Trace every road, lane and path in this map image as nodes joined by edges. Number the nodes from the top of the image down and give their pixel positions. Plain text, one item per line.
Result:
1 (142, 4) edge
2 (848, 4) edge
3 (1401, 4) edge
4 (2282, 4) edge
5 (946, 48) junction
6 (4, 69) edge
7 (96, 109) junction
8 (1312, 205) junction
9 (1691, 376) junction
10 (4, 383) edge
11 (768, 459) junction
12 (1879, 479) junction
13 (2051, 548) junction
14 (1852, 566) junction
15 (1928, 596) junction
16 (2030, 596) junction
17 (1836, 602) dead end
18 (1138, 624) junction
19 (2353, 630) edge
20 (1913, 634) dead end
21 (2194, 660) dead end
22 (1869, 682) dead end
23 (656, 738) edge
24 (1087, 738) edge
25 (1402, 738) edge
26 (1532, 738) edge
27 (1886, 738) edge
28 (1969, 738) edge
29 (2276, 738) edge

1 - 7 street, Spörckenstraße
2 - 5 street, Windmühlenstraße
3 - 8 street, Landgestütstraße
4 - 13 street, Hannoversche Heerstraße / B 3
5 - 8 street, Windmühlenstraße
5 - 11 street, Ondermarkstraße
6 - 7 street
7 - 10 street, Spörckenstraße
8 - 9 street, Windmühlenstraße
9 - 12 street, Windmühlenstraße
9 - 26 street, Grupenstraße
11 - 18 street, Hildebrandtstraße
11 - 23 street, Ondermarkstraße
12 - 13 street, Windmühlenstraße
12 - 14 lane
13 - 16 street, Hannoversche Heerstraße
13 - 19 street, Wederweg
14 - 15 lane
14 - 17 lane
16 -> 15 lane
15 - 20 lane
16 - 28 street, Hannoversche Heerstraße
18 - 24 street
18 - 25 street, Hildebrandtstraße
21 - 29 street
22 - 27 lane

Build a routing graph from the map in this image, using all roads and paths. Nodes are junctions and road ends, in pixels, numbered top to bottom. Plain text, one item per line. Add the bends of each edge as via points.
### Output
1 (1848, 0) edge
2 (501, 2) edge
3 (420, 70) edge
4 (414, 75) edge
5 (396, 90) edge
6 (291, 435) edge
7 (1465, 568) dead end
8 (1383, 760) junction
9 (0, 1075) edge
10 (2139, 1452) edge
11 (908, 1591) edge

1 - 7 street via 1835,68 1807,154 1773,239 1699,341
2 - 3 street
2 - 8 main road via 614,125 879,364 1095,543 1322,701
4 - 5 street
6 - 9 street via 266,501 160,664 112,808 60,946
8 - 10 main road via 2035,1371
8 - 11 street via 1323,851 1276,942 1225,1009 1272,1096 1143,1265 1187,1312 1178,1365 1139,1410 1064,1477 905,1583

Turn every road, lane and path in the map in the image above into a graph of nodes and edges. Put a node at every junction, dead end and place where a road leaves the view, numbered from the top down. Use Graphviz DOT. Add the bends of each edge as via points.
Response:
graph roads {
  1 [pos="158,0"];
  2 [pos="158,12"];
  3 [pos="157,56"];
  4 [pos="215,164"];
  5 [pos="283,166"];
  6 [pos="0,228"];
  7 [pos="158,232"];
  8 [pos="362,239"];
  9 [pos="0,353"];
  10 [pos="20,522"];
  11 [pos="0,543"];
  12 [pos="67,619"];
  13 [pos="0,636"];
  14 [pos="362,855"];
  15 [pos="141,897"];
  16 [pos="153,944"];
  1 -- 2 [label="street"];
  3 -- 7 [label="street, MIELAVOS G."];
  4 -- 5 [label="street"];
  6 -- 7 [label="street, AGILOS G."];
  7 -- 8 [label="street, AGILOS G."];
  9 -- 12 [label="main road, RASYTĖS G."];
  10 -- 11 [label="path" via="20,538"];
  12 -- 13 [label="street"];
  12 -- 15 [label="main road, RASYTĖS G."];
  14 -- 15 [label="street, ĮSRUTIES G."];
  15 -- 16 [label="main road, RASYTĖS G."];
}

# PROBLEM TO WORK ON
Take the line with "Turn every road, lane" and all lines after it through the end of the records, and write them out exactly; include nothing else.

# RESULT BELOW
Turn every road, lane and path in the map in the image above into a graph of nodes and edges. Put a node at every junction, dead end and place where a road leaves the view, numbered from the top down. Use Graphviz DOT. Add the bends of each edge as via points.
Response:
graph roads {
  1 [pos="158,0"];
  2 [pos="158,12"];
  3 [pos="157,56"];
  4 [pos="215,164"];
  5 [pos="283,166"];
  6 [pos="0,228"];
  7 [pos="158,232"];
  8 [pos="362,239"];
  9 [pos="0,353"];
  10 [pos="20,522"];
  11 [pos="0,543"];
  12 [pos="67,619"];
  13 [pos="0,636"];
  14 [pos="362,855"];
  15 [pos="141,897"];
  16 [pos="153,944"];
  1 -- 2 [label="street"];
  3 -- 7 [label="street, MIELAVOS G."];
  4 -- 5 [label="street"];
  6 -- 7 [label="street, AGILOS G."];
  7 -- 8 [label="street, AGILOS G."];
  9 -- 12 [label="main road, RASYTĖS G."];
  10 -- 11 [label="path" via="20,538"];
  12 -- 13 [label="street"];
  12 -- 15 [label="main road, RASYTĖS G."];
  14 -- 15 [label="street, ĮSRUTIES G."];
  15 -- 16 [label="main road, RASYTĖS G."];
}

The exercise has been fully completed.